Primary prevention

There is no vaccine for Legionnaires’ disease and antibiotic prophylaxis is not effective.[10]​ ​

The key to preventing Legionnaires’ disease is to reduce the risk of Legionella growth and spread. Water management programmes, including regular checks of building water systems and devices at risk for Legionella growth and transmission (e.g., showerheads and faucets, cooling towers, hot tubs, decorative fountains, and hot water tanks and heaters), can reduce the likelihood of outbreaks.[10]​ Most hospitals sample water regularly for Legionella, but routine testing is not required. When there is an outbreak, sampling should be dictated by the circumstances present in the facility.[34]​ ​Disinfection methods have been moderately successful and involve super-heating the water to 75°C (167°F) and distal site flushing, installing copper-silver ionisation units, and hyper-chlorinating the water.[35]

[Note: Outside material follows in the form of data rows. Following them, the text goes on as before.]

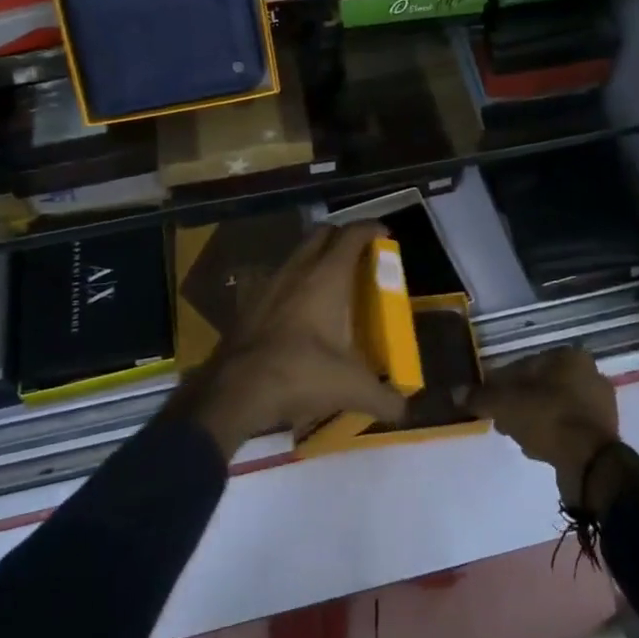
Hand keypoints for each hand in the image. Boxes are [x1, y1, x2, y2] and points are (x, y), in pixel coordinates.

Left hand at [173, 223, 407, 459]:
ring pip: (297, 253)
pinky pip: (276, 278)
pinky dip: (292, 282)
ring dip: (315, 257)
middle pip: (322, 233)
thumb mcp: (351, 388)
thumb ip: (383, 398)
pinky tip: (297, 307)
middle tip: (359, 257)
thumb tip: (403, 409)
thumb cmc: (300, 374)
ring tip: (330, 282)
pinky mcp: (249, 301)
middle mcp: (298, 269)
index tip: (385, 234)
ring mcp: (269, 282)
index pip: (352, 235)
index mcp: (327, 277)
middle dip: (342, 237)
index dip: (371, 228)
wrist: (236, 390)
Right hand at [466, 349, 626, 508]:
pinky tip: (536, 449)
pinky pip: (568, 427)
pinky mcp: (604, 432)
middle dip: (519, 403)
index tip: (489, 401)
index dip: (502, 383)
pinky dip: (552, 434)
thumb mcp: (505, 405)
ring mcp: (600, 404)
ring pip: (554, 407)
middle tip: (501, 422)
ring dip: (534, 420)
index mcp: (568, 357)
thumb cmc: (547, 418)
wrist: (590, 463)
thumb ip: (480, 397)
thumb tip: (456, 392)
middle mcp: (589, 373)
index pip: (525, 364)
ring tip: (517, 438)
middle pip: (541, 386)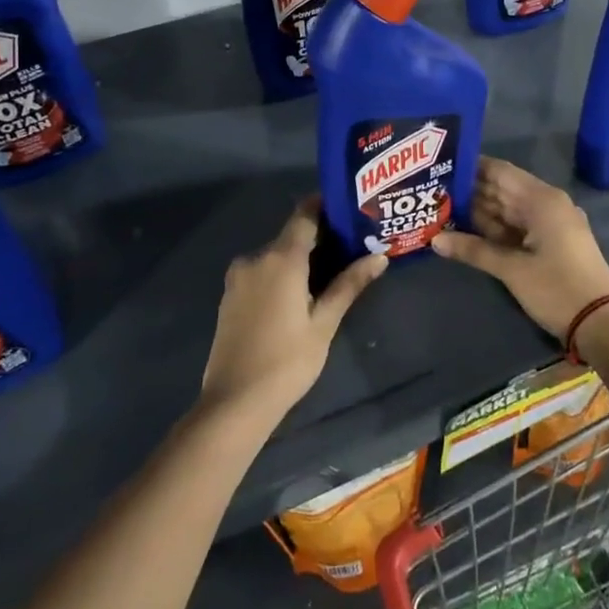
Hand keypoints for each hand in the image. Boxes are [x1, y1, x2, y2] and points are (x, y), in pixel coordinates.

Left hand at [200, 198, 386, 425]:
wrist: (234, 403)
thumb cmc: (287, 361)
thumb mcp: (324, 323)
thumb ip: (349, 284)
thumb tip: (379, 257)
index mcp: (280, 258)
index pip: (304, 214)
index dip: (325, 205)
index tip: (349, 207)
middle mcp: (255, 258)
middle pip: (291, 235)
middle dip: (319, 237)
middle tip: (351, 246)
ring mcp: (238, 278)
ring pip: (275, 256)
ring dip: (299, 258)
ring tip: (330, 272)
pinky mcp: (229, 296)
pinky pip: (261, 273)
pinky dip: (281, 274)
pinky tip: (298, 294)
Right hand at [433, 158, 608, 337]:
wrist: (602, 323)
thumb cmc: (557, 288)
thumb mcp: (512, 269)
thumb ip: (473, 250)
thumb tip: (435, 239)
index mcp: (541, 199)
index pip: (500, 171)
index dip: (471, 168)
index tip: (440, 167)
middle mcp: (547, 204)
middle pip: (503, 189)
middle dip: (470, 192)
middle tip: (433, 191)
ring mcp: (551, 224)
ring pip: (508, 210)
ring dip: (479, 212)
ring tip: (441, 209)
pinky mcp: (552, 242)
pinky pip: (518, 227)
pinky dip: (495, 229)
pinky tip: (467, 232)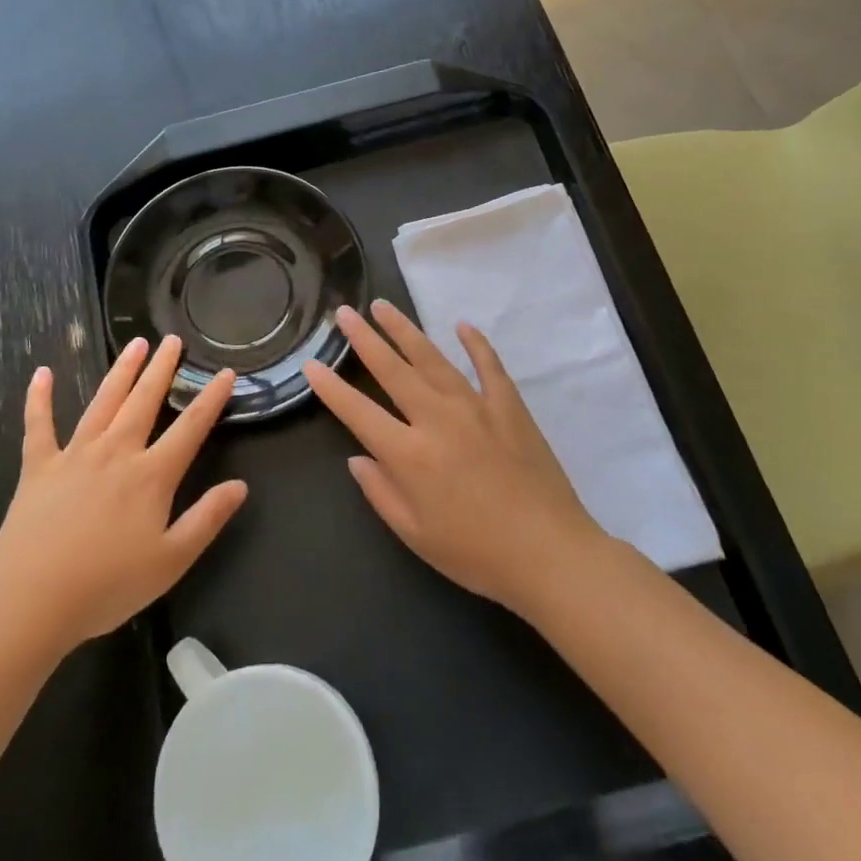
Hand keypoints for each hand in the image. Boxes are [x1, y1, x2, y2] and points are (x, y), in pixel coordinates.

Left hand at [0, 336, 247, 653]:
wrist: (30, 599)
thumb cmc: (107, 585)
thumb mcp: (171, 561)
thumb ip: (206, 519)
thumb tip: (240, 485)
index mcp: (150, 476)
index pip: (190, 428)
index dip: (211, 399)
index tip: (226, 373)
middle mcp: (116, 453)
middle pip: (144, 401)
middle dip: (162, 369)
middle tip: (173, 340)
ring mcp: (74, 455)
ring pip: (103, 402)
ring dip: (120, 371)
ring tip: (135, 343)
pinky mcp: (39, 467)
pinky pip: (40, 425)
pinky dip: (40, 398)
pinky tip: (42, 373)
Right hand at [303, 301, 603, 617]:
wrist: (550, 554)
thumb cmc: (475, 553)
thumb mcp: (415, 534)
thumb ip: (381, 492)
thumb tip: (358, 458)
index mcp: (409, 454)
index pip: (358, 412)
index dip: (330, 388)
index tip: (310, 363)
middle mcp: (437, 419)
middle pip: (393, 370)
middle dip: (364, 339)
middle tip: (345, 312)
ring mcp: (476, 407)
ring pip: (433, 359)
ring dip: (405, 330)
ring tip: (383, 307)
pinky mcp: (509, 407)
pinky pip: (489, 366)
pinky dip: (476, 344)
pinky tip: (462, 325)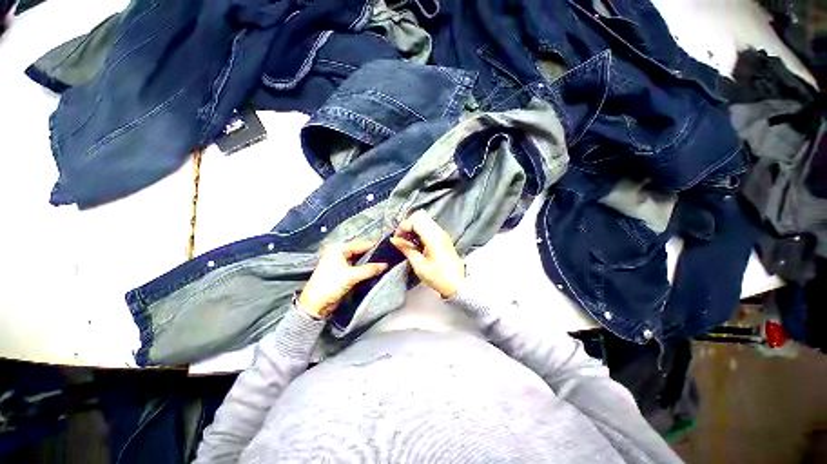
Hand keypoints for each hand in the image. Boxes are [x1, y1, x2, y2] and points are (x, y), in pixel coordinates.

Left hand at [298, 240, 387, 318]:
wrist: (315, 305)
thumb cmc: (330, 285)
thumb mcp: (352, 276)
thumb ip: (370, 269)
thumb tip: (385, 264)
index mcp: (338, 248)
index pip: (360, 244)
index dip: (374, 247)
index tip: (388, 250)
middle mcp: (338, 252)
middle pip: (360, 251)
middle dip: (372, 255)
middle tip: (387, 257)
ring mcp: (339, 262)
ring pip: (359, 259)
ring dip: (369, 262)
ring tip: (383, 263)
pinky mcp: (341, 271)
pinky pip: (356, 266)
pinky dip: (364, 268)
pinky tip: (374, 269)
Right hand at [390, 210, 464, 298]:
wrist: (458, 284)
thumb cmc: (439, 277)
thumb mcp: (419, 265)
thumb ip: (406, 249)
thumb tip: (394, 240)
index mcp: (434, 237)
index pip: (416, 220)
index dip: (403, 226)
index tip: (397, 238)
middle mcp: (439, 232)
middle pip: (420, 216)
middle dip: (408, 225)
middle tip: (401, 238)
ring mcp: (443, 234)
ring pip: (425, 220)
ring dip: (414, 227)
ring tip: (408, 241)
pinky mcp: (444, 238)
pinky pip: (429, 227)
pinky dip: (420, 231)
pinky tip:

Travellers at increased risk for infection, such as older people or people with immunocompromise, should ideally avoid recognised high-risk exposures such as hot tubs.​[10]

Secondary prevention

Secondary prevention involves prompt response to identification of a case. New patterns in testing show that diagnosis by culture, direct fluorescent antibody assay, and serological tests have decreased, and diagnosis by urine antigen test has dramatically increased. This limits detection of non-Legionella pneumophila serogroup 1 disease and impairs detection and control of outbreaks.[60]​ The relevant authority should be alerted so that an investigation may be performed if warranted.[84]